Kennedy, along with other volunteers, continued to plant trees throughout Yellow Springs, including Duncan and Ellis Parks.
“After a while we decided to do something as an organization and make it a permanent effort for planting trees in town,” Kennedy said. “So we formed the tree committee in the spring of 1982.”

Since his retirement from the Ohio Department of Agriculture, Kennedy has made a full time commitment to the Yellow Springs Tree Committee.

Dan Beverley, who handles tree maintenance for the committee, praised Kennedy’s commitment to the tree committee.
“Lloyd has always been involved in horticultural pursuits,” Beverly said. “He’s been dedicated to the tree committee since his retirement, and he’s worked more than half time. He’s kept every one of us on the committee busy.”

One of the people familiar with Kennedy’s work and who attended the rededication ceremony at Ellis Park was Sam Bachtell, a long time Yellow Springs resident.

“I’ve known Lloyd for a long time,” Bachtell said. “And I’ve always admired him for all the work he’s done with trees in Yellow Springs.”

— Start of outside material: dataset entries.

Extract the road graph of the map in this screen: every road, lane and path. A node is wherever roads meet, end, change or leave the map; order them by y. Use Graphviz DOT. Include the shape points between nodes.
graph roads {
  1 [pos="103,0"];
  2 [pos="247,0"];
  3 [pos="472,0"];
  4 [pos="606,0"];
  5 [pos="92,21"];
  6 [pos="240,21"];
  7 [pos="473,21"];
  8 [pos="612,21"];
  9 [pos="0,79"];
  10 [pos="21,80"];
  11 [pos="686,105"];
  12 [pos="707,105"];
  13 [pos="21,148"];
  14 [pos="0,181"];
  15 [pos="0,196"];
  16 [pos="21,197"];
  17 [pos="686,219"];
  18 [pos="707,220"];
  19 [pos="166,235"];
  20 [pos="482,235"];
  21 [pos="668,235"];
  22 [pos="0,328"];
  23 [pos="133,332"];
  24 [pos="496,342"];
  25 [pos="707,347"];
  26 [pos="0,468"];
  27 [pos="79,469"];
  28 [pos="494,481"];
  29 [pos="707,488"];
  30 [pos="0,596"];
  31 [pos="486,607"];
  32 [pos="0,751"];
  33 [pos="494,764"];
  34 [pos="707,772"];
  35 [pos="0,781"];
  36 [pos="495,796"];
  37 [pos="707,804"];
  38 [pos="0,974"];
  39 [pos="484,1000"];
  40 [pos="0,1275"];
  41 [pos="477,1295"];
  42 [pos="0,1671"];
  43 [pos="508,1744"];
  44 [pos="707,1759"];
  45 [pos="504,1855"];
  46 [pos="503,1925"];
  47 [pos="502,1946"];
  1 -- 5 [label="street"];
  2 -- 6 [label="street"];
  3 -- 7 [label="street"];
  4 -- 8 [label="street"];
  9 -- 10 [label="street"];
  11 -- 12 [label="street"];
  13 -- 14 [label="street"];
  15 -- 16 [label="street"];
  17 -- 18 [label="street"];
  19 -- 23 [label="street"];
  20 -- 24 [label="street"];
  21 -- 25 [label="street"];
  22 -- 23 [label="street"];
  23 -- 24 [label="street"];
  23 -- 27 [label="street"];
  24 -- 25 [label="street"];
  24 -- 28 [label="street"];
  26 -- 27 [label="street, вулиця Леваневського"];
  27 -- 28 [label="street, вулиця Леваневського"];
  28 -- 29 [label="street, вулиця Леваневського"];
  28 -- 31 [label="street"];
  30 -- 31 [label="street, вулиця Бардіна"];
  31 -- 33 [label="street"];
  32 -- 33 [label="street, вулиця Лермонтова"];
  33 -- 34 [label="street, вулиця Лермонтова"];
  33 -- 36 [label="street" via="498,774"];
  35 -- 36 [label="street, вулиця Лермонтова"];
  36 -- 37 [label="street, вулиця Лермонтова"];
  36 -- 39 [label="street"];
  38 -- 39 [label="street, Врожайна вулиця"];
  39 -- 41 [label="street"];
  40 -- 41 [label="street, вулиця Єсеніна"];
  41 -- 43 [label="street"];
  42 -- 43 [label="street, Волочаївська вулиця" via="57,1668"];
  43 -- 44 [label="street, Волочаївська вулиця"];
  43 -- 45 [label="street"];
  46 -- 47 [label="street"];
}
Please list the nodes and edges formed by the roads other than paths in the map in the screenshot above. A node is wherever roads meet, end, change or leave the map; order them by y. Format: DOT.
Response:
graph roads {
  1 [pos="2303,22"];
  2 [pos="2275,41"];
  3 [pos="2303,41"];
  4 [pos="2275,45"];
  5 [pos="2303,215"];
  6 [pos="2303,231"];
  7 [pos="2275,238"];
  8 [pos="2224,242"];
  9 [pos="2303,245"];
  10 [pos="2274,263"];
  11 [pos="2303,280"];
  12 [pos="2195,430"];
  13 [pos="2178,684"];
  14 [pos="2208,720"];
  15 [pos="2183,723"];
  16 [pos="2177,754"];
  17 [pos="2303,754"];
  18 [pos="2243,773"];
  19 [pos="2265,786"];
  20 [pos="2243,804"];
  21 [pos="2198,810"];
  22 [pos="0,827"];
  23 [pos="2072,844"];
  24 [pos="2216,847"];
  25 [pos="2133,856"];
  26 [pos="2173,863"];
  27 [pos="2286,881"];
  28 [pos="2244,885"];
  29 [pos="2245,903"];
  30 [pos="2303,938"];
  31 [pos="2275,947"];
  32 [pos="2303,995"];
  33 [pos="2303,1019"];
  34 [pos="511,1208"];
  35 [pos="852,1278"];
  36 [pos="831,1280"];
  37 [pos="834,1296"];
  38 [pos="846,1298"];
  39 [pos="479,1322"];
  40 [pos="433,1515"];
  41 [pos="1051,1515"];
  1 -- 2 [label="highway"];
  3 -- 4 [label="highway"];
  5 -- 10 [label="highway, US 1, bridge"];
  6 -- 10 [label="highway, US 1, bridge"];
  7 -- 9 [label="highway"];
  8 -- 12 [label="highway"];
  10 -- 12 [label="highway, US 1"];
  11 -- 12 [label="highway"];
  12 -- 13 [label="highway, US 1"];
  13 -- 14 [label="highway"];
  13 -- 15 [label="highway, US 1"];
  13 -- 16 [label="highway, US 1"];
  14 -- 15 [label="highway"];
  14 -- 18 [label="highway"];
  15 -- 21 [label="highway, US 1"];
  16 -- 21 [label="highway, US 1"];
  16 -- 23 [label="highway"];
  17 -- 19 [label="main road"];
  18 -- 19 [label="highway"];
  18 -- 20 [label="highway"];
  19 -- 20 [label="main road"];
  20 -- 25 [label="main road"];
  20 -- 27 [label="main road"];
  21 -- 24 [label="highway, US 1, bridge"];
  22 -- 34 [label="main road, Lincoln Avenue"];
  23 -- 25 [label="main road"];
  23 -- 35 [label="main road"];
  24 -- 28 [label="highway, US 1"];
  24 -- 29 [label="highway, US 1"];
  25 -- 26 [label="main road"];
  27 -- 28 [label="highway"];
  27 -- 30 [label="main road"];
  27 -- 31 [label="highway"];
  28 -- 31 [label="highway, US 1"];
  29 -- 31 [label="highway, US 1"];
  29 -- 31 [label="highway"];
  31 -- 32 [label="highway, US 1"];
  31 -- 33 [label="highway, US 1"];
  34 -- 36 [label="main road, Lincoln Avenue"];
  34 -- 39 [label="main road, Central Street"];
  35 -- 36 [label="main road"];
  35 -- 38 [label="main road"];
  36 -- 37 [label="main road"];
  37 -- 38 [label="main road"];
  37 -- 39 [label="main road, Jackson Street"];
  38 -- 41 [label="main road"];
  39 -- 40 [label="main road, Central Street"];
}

Kennedy, who has been married to his second wife, Fay, for six years, has a high regard for the trees that line Xenia Avenue.
“I helped plant those trees, and they’ve served us very well,” he said. “They were almost perfect for the purpose for which they were intended. They provided color in the spring, color in the fall, and very nice foliage in the summer. They’re clean and don’t create litter. They’re hard to beat for shade trees.”

One of the first projects Kennedy undertook in the 1970s was a commitment to clean up the southwest corner of Ellis Park, a two-acre section that’s separated from the rest of the park by a ditch.

“That section was full of dead Siberian elm and a few other trees like sycamores and walnuts and white pine,” he said. “It had been ignored and abandoned, so after we got an okay from the Village, we decided to clean it up and make it part of the park.”
The first thing Kennedy and the other volunteers had to do was pull out 154 auto tires that had at one time been placed around saplings by a previous organization. But after the young trees had grown large enough to be transplanted in yards, they were all uprooted.

“They took the trees and left the tires,” Kennedy said.

After removing the tires most of what remained was Siberian elm.

“So we started by planting red oak, and now we’ve got more than 100 different kinds in that southwest corner,” he said.
“Most of the trees are labeled, but there’s still lots of work left to do.”

The 18-acre park just north of Yellow Springs that was recently rededicated in his honor holds a lot of Kennedy’s personal history and much of his legacy. And he has some strong opinions about it.

“My feeling about Ellis Park is that it should remain a park,” he said. “The arboretum should be incidental to the park, and I hope that it can be. It’s a picturesque area and if we get too many trees there we could get into trouble.”